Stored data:
++++++++++
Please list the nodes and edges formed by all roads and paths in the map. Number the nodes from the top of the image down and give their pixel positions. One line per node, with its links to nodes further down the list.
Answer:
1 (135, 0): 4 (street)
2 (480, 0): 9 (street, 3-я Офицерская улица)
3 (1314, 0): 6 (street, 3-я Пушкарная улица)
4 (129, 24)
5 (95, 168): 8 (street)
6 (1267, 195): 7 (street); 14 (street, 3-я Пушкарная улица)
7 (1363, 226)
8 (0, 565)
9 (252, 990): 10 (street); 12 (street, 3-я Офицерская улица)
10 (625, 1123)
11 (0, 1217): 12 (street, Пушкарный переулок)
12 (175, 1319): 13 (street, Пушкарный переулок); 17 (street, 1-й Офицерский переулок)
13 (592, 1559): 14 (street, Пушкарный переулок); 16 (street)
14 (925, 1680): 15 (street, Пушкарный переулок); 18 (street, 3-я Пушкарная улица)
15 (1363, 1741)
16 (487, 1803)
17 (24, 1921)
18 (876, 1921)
++++++++++
Repeat the entries word for word. Skip none of them.

Please list the nodes and edges formed by all roads and paths in the map. Number the nodes from the top of the image down and give their pixel positions. One line per node, with its links to nodes further down the list.
Answer:
1 (135, 0): 4 (street)
2 (480, 0): 9 (street, 3-я Офицерская улица)
3 (1314, 0): 6 (street, 3-я Пушкарная улица)
4 (129, 24)
5 (95, 168): 8 (street)
6 (1267, 195): 7 (street); 14 (street, 3-я Пушкарная улица)
7 (1363, 226)
8 (0, 565)
9 (252, 990): 10 (street); 12 (street, 3-я Офицерская улица)
10 (625, 1123)
11 (0, 1217): 12 (street, Пушкарный переулок)
12 (175, 1319): 13 (street, Пушкарный переулок); 17 (street, 1-й Офицерский переулок)
13 (592, 1559): 14 (street, Пушкарный переулок); 16 (street)
14 (925, 1680): 15 (street, Пушкарный переулок); 18 (street, 3-я Пушкарная улица)
15 (1363, 1741)
16 (487, 1803)
17 (24, 1921)
18 (876, 1921)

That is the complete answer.